De schoonheid in Well is niet voor de hand liggend. Het boek beschrijft namelijk de levens van dirty white trash aan de West-kust van de V.S. Als in een documentaire doet een grote hoeveelheid mensen hun verhaal. Een enkeling heeft wat met elkaar van doen, maar de directe link komt meestal neer op het feit dat ze wel eens in dezelfde kroeg zitten in hun wijk Federal Way te Seattle. De overeenkomsten tussen de verschillende hoofdpersonen is echter groot. Als ze werk hebben, stelt dat ook volgens henzelf niet veel voor. Als ze hoop hebben, is dat meestal tegen beter weten in. En als ze een relatie hebben, geeft dat meer troubles dan voldoening. Je hoeft geen white trash te zijn om je hierin te herkennen. Toevallig schrijft McIntosh wel over die groep gezichtsloze onderklasse.
De schoonheid zit niet in hetgeen hij beschrijft maar hoe hij dat doet. Ondanks het feit dat de lezers telkens maar enkele (soms enkele tientallen) bladzijden krijgt om in het leven van één van de personages te kruipen, krijgt McIntosh dat goed voor elkaar. Soms wordt vanuit de ik-persoon een verhaal verteld, soms staat de verteller als een videocamera in de huiskamer van de hoofdpersonen. Maar telkens zit McIntosh bovenop het verhaal, zonder teveel omhaal wordt ingezoomd op de essentie van de ellende.

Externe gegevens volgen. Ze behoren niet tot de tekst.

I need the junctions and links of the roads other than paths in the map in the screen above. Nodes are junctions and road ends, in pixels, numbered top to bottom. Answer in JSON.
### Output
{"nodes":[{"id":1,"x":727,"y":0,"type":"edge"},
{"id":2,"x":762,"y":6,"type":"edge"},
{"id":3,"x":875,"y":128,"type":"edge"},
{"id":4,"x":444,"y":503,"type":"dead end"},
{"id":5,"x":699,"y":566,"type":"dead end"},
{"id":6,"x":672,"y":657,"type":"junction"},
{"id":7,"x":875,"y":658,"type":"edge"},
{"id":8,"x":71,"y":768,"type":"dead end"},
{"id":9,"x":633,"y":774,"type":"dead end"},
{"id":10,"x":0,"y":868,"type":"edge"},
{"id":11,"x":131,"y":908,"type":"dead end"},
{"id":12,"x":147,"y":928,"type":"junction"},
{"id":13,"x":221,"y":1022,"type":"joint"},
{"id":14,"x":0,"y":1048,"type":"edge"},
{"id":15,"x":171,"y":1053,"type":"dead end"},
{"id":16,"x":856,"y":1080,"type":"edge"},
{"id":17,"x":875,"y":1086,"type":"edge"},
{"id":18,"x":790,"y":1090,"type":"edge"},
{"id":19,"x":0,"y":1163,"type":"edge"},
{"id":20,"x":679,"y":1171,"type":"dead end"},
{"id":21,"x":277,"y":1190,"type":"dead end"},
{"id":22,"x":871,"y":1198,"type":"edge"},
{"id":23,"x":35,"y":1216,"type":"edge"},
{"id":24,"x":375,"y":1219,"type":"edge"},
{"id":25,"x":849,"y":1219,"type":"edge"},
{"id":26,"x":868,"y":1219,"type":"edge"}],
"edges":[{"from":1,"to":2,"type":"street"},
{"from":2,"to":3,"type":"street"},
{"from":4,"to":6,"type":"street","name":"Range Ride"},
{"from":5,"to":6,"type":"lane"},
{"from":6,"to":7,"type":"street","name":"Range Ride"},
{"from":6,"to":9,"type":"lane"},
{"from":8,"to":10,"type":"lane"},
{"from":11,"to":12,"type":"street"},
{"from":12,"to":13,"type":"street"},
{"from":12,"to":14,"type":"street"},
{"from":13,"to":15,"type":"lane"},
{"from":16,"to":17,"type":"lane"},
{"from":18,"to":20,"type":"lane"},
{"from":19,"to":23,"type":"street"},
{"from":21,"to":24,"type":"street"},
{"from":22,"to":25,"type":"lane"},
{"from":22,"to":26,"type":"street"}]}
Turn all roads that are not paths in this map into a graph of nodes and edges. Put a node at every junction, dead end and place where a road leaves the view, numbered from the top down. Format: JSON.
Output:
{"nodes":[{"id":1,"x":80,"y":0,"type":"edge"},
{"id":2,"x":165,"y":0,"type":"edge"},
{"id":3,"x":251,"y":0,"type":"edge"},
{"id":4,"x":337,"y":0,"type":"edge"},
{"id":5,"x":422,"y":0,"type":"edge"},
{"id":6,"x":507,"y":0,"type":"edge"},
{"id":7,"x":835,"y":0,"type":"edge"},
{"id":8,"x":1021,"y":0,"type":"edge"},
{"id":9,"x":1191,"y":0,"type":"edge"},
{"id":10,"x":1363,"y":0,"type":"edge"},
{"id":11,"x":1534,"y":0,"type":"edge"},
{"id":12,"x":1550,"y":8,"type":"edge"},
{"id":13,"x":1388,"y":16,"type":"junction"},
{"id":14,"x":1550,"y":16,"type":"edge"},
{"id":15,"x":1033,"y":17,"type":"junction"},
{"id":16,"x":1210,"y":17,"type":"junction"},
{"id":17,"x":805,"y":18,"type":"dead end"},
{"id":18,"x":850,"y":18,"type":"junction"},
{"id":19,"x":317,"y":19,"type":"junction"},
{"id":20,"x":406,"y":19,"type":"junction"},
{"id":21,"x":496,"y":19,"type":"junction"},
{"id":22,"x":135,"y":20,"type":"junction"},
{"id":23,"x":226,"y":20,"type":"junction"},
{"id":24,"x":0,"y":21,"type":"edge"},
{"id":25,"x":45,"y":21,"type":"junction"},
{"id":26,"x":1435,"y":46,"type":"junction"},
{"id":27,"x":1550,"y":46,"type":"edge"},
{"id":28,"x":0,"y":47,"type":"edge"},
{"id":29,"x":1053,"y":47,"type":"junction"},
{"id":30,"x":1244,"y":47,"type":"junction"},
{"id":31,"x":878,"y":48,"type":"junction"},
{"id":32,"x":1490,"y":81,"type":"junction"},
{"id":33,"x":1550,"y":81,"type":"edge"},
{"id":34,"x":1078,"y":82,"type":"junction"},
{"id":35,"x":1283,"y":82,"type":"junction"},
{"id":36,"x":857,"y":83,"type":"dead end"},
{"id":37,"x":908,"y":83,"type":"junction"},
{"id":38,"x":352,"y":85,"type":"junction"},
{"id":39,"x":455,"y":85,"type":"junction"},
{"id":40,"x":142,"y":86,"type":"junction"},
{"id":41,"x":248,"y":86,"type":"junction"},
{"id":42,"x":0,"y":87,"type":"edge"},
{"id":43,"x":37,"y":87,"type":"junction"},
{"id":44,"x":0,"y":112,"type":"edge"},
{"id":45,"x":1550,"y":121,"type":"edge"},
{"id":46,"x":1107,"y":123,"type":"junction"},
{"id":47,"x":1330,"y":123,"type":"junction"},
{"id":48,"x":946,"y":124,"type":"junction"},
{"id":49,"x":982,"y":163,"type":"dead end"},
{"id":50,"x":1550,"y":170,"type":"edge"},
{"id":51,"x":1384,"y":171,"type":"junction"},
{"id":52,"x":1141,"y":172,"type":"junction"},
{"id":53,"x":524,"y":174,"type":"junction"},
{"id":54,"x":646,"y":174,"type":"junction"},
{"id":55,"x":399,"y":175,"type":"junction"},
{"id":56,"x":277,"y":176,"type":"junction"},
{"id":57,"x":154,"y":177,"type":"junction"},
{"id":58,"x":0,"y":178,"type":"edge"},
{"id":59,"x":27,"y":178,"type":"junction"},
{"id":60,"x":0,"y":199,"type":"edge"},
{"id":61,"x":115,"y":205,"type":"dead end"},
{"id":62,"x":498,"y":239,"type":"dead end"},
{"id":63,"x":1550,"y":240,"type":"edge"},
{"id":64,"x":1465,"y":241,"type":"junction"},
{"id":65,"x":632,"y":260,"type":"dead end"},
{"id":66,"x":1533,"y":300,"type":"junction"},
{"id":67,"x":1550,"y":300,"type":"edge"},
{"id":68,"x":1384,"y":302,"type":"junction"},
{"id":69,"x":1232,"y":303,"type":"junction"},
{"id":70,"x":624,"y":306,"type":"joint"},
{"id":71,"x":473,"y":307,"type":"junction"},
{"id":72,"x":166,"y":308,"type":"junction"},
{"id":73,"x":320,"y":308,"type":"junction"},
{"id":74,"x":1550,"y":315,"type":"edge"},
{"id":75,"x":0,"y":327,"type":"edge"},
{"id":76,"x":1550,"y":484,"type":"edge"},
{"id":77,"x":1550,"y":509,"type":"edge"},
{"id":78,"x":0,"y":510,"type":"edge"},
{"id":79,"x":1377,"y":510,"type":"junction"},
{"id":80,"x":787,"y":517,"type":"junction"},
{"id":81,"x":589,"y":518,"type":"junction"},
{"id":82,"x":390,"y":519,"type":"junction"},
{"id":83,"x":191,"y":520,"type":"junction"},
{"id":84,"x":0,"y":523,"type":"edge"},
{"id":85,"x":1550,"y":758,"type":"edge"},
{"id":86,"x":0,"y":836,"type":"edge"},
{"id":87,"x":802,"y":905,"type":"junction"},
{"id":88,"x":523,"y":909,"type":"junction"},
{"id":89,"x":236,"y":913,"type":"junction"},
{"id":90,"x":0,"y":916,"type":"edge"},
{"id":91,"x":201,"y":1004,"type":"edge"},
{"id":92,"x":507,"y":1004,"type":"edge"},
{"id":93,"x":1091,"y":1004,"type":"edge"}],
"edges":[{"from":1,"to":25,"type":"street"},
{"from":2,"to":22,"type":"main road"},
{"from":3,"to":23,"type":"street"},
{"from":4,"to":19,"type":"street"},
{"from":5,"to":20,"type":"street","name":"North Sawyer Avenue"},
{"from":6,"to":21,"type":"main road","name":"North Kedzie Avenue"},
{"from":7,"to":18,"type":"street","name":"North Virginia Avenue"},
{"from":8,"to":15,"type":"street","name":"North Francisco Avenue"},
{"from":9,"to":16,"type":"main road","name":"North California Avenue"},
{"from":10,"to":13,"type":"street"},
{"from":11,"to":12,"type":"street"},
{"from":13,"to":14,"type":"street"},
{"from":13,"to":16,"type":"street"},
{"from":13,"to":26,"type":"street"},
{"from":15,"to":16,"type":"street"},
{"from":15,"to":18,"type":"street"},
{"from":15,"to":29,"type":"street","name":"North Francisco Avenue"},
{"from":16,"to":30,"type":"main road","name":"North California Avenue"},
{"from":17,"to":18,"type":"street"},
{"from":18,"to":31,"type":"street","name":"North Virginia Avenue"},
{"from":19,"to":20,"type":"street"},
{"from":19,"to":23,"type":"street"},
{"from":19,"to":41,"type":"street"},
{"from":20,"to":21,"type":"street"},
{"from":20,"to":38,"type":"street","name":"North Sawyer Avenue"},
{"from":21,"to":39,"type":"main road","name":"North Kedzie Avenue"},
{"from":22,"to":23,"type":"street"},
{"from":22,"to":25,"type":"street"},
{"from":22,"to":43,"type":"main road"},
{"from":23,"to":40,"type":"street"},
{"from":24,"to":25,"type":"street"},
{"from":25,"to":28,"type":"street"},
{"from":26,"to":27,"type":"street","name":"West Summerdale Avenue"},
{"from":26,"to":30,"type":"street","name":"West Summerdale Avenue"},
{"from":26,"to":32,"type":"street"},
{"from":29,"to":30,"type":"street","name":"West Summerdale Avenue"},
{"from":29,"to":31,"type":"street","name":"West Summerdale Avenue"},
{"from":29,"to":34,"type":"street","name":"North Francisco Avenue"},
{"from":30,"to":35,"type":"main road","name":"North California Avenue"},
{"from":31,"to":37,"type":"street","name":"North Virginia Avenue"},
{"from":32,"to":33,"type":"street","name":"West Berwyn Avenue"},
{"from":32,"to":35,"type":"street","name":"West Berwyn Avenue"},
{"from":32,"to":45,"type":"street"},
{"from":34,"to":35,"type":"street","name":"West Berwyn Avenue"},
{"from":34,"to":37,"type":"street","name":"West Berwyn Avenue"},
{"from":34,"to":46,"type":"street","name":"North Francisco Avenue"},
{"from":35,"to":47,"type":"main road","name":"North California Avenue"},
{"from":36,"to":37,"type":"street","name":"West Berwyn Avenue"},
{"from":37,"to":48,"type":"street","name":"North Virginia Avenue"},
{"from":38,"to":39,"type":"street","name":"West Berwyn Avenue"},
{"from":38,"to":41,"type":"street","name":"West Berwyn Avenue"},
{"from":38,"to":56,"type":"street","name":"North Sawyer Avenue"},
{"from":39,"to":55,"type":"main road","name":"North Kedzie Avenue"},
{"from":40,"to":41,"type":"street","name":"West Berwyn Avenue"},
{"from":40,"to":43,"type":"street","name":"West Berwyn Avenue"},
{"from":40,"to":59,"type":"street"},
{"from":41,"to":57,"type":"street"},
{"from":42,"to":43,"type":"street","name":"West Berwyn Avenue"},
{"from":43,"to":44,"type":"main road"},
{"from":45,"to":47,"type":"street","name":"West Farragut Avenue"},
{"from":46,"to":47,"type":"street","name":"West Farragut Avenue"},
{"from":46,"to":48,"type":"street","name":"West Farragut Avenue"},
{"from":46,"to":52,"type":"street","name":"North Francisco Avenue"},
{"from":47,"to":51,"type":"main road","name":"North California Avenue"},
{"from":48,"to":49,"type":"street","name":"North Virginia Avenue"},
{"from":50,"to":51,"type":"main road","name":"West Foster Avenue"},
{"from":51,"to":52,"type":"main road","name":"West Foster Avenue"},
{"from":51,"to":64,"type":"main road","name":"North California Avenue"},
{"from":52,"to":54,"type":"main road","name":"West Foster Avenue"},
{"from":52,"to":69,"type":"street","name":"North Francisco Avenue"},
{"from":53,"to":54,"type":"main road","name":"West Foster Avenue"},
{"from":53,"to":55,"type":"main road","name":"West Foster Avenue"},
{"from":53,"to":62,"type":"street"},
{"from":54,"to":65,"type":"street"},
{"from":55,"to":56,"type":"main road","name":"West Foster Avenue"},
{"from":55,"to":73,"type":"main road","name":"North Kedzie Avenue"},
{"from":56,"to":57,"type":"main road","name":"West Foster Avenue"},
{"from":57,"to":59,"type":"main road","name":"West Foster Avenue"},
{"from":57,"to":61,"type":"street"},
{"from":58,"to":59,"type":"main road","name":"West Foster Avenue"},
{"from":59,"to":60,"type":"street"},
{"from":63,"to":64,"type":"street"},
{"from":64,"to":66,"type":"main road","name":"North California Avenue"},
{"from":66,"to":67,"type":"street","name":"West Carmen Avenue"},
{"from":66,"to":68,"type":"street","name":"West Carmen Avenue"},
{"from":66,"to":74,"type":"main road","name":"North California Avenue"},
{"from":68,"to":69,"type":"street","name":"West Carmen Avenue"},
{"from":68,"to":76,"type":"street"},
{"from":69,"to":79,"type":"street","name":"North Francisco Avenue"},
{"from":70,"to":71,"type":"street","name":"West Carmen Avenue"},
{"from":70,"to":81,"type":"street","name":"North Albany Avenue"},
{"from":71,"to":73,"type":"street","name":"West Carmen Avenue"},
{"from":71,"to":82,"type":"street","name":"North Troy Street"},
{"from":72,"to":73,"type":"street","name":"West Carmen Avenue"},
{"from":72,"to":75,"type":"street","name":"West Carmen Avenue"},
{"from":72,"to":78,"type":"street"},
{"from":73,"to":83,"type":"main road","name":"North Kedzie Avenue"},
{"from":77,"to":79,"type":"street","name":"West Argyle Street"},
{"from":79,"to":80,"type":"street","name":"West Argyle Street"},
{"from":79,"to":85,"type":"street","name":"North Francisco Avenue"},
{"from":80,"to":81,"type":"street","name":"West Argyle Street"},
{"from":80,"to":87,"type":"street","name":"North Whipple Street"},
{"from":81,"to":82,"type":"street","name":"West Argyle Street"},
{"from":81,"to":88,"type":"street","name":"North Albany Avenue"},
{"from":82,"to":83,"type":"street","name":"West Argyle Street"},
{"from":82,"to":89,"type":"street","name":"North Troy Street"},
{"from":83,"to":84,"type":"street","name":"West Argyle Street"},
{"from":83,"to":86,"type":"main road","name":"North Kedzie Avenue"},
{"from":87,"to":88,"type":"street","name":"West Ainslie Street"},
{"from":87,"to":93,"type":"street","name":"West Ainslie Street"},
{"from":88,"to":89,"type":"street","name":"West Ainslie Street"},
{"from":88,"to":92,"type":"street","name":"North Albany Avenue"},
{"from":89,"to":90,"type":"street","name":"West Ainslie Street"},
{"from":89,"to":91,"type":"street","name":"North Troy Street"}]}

‘Het gaat prima,’ zei ik. ‘Jij bent degene die niet in orde is, pa.’
Eerlijk gezegd ging het verre van prima met mijn moeder en dat was al heel lang zo. Ze had, toen ik jonger was, geprobeerd te begrijpen wat de omstandigheden waren van wat ze altijd had geweten dat haar mankeerde, maar ze kon er nooit precies de vinger op leggen. Ze las boeken. Ze kocht cassettebandjes. Ze zocht professionele hulpverleners op en luisterde naar ze. Ze namen haar mee terug naar de bron. Dat wil zeggen, uiteindelijk begreep ze zichzelf volkomen, en in de loop van de jaren daarna zonk ze steeds dieper weg in de put van alcohol om met dat begrip te kunnen omgaan. Tegen de tijd dat ik naar Nebraska vertrok, was ze bijna haar verstand verloren.
‘Jij bent degene die hulp nodig heeft, pap,’ zei ik. En toen vertelde ik hem een paar dingen waar ik later spijt van zou krijgen. Ik zei dat niks me wat kon schelen, hij niet, mijn moeder niet, niet wat hij met mijn appartement had gedaan of waar hij sliep en hoe veel meisjes hij neukte. Ik zei dat het me niet kon schelen dat hij zo lang was verdwenen.
[…]
Ik kon zien dat het ‘m enorm kwetste. Hij zei tegen me dat het hem speet dat ik er zo over dacht, pakte zijn tas en vertrok.

Alhoewel de uitzichtloze sociale situatie in alle verhalen een rol speelt, is het onvermogen tot communiceren de grootste gemene deler. Hoe een mens ook in de put zit, hij wil gehoord worden en begrepen. De cynische dubbelzinnigheid van de titel drong pas na het lezen tot me door. Je kunt in de put raken, maar je kunt ook veel (energie) uit een bron putten. Well is een mooi afwisselend portret over iets heel menselijks; de drang om van treurigheid en uitzichtloosheid af te komen.